Wait, does urlib not use semvar? Don't remove APIs on minor releases people. A major release doesn't have to be a problem or a major redesign, you can do major release 400 for all I care, just don't break things on minor releases.
Lots of things not using semvar that I always just assumed did.
As an example, I always knew urllib3 as one of the foundational packages that Requests uses. And I was curious, what versions of urllib3 does Requests pull in?
That is exactly the kind of dependency specification I would expect to see for a package that is using semver: The current version of urllib3 is 2.x, so with semver, you set up your dependencies to avoid the next major-version number (in this case, 3).
So, it seems to me that even the Requests folks assumed urllib3 was using semver.
I would almost expect the 3 in urllib3 to be the major version and if something needed to break it would become urllib4. Which, I know, is terribly naive of me. But that is how psycopg does it.
That was how psycopg2 did it, but now the package is psycopg (again) version 3, as it should be. Python package management has come a long way since psycopg 1 was created.
urllib2/3’s etymology is different: urllib2’s name comes from urllib in the standard library.
Because everyone is afraid of a v4, after the 2-3 debacle. And there are things which need to be culled every once in a while to keep the stdlib fresh.
Python is culling stuff all the time, but that doesn't warrant a major version jump.
You are probably right about Pythons careful approach of when to ship v4, but for the wrong reasons. Python 3 was necessary not for the removal of functions, but because of the syntax changes e.g., moving print from a statement to a method.
Semver works fine for SDL and has worked fine since the start of the century, despite the library's complexity and scale. A few simple rules can go a long way if you're disciplined about enforcing them.
Making you distrust updates is absolutely the correct versioning method. Pin your versions in software you care about and establish a maintenance schedule. Trusting that people don't break things unintentionally all the time is extremely naive.
It was dumb and user-hostile to remove an interface for no good reason that just makes it more work for people to update, but everyone not pinning versions needs to acknowledge that they're choosing to live dangerously.
In practice, semver is very helpful. Its major benefit is allowing packages to declare compatibility with versions of their own dependencies that don’t exist yet. (Distrusting updates and pinning versions is important and correct, but it’s not a “versioning method” that stands in contrast to semver or anything. That’s what lockfiles are for.) The pre-semver Python package ecosystem is a good example of what happens without it: fresh installs of packages break all the time because they have open-ended or overly permissive upper bounds on their dependencies. If they were to specify exact preexisting upper bounds, they’d slow down bugfixes (and in Python, where you can only have one version of a package in a given environment, new features) and add maintenance busywork; I’m not aware of any packages that choose this option in practice.
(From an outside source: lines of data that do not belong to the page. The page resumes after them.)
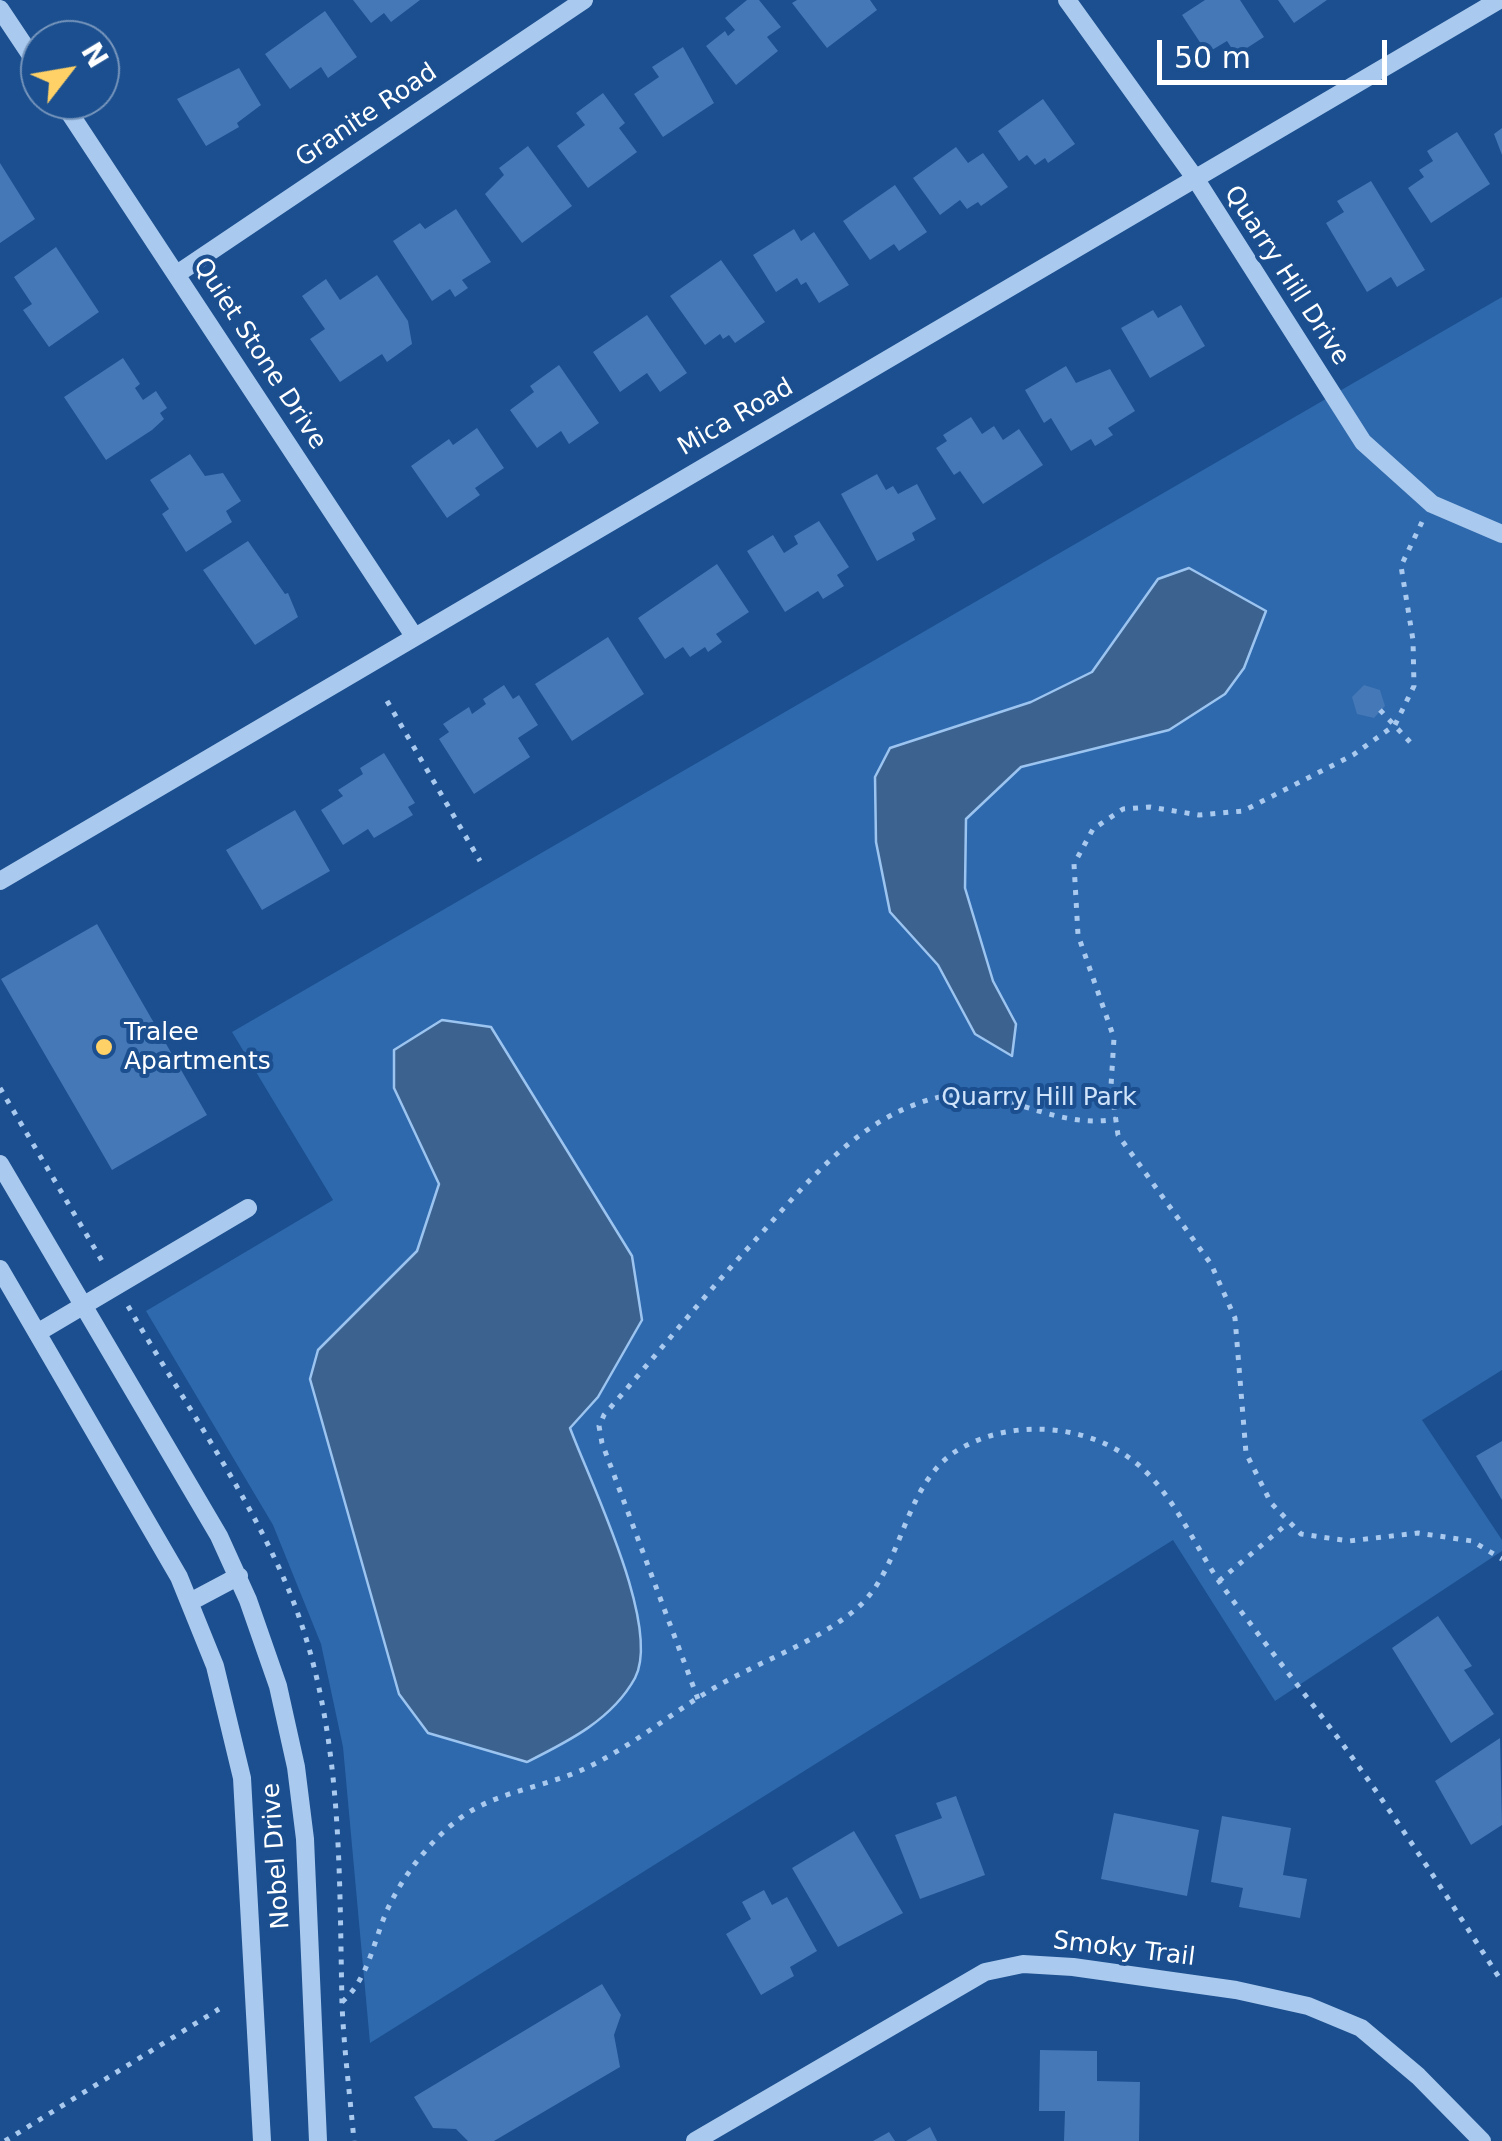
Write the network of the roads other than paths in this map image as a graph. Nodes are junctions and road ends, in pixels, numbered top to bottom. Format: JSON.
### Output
{"nodes":[{"id":1,"x":584,"y":0,"type":"edge"},
{"id":2,"x":1067,"y":0,"type":"edge"},
{"id":3,"x":1499,"y":0,"type":"edge"},
{"id":4,"x":0,"y":9,"type":"edge"},
{"id":5,"x":20,"y":38,"type":"edge"},
{"id":6,"x":74,"y":120,"type":"edge"},
{"id":7,"x":1195,"y":178,"type":"junction"},
{"id":8,"x":177,"y":274,"type":"junction"},
{"id":9,"x":1502,"y":534,"type":"edge"},
{"id":10,"x":414,"y":636,"type":"junction"},
{"id":11,"x":0,"y":881,"type":"edge"},
{"id":12,"x":0,"y":1164,"type":"edge"},
{"id":13,"x":248,"y":1208,"type":"dead end"},
{"id":14,"x":0,"y":1270,"type":"edge"},
{"id":15,"x":83,"y":1306,"type":"junction"},
{"id":16,"x":37,"y":1333,"type":"junction"},
{"id":17,"x":238,"y":1576,"type":"junction"},
{"id":18,"x":190,"y":1602,"type":"junction"},
{"id":19,"x":262,"y":2141,"type":"edge"},
{"id":20,"x":318,"y":2141,"type":"edge"},
{"id":21,"x":695,"y":2141,"type":"edge"},
{"id":22,"x":1482,"y":2141,"type":"edge"}],
"edges":[{"from":1,"to":8,"type":"street","name":"Granite Road"},
{"from":2,"to":7,"type":"street","name":"Quarry Hill Drive"},
{"from":3,"to":7,"type":"street","name":"Mica Road"},
{"from":4,"to":5,"type":"street"},
{"from":6,"to":8,"type":"street","name":"Quiet Stone Drive"},
{"from":7,"to":9,"type":"street","name":"Quarry Hill Drive"},
{"from":7,"to":10,"type":"street","name":"Mica Road"},
{"from":8,"to":10,"type":"street","name":"Quiet Stone Drive"},
{"from":10,"to":11,"type":"street","name":"Mica Road"},
{"from":12,"to":15,"type":"street","name":"Nobel Drive"},
{"from":13,"to":15,"type":"street"},
{"from":14,"to":16,"type":"street","name":"Nobel Drive"},
{"from":15,"to":16,"type":"street"},
{"from":15,"to":17,"type":"street","name":"Nobel Drive"},
{"from":16,"to":18,"type":"street","name":"Nobel Drive"},
{"from":17,"to":18,"type":"street"},
{"from":17,"to":20,"type":"street","name":"Nobel Drive"},
{"from":18,"to":19,"type":"street","name":"Nobel Drive"},
{"from":21,"to":22,"type":"street","name":"Smoky Trail"}]}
> You have released version 1.0.0 of something. Then you add a feature and fix a bug unrelated to that feature. Are you at version 1.1.0 or 1.1.1? Well, it depends on the order you added your changes, doesn't it? If you fixed the bug first you'll go from 1.0.0 to 1.0.1 to 1.1.0, and if you add the feature first you'll go from 1.0.0 to 1.1.0 to 1.1.1. And if that difference doesn't matter, then the last digit doesn't matter.
It depends on the order you released your changes, yes. If you have the option, the most useful order is to release 1.0.1 with the bugfix and 1.1.0 with both changes, but you can also choose to release 1.1.0 without the bugfix (why intentionally release a buggy version?) and then 1.1.1 (with or without 1.0.1), or just 1.1.0 with both changes. You’re correct that the starting point of the patch version within a particular minor version doesn’t matter – you could pick 0, 1, or 31415. You can also increment it by whatever you want in practice. All this flexibility is a total non-problem (let alone a problem with the versioning scheme, considering it’s flexibility that comes from which releases you even choose to cut – semver just makes the relationship between them clear), and doesn’t indicate that the patch field is meaningless in general. (Obviously, you should start at 0 and increment by 1, since that’s boring and normal.)
Sure, it’s impossible to classify breaking changes and new features with perfect precision, and maintainers can make mistakes, but semver is pretty clearly a net positive. (It takes almost no effort and has no superior competitors, so it would be hard for it not to be.)
They article does validly point out that deprecation warnings don't work. Turns out in this day and age that the only thing you can reliably inform about changes is the package manager and its dependency solver, and pip requires semver or similar for that.
Lots of things not using semvar that I always just assumed did.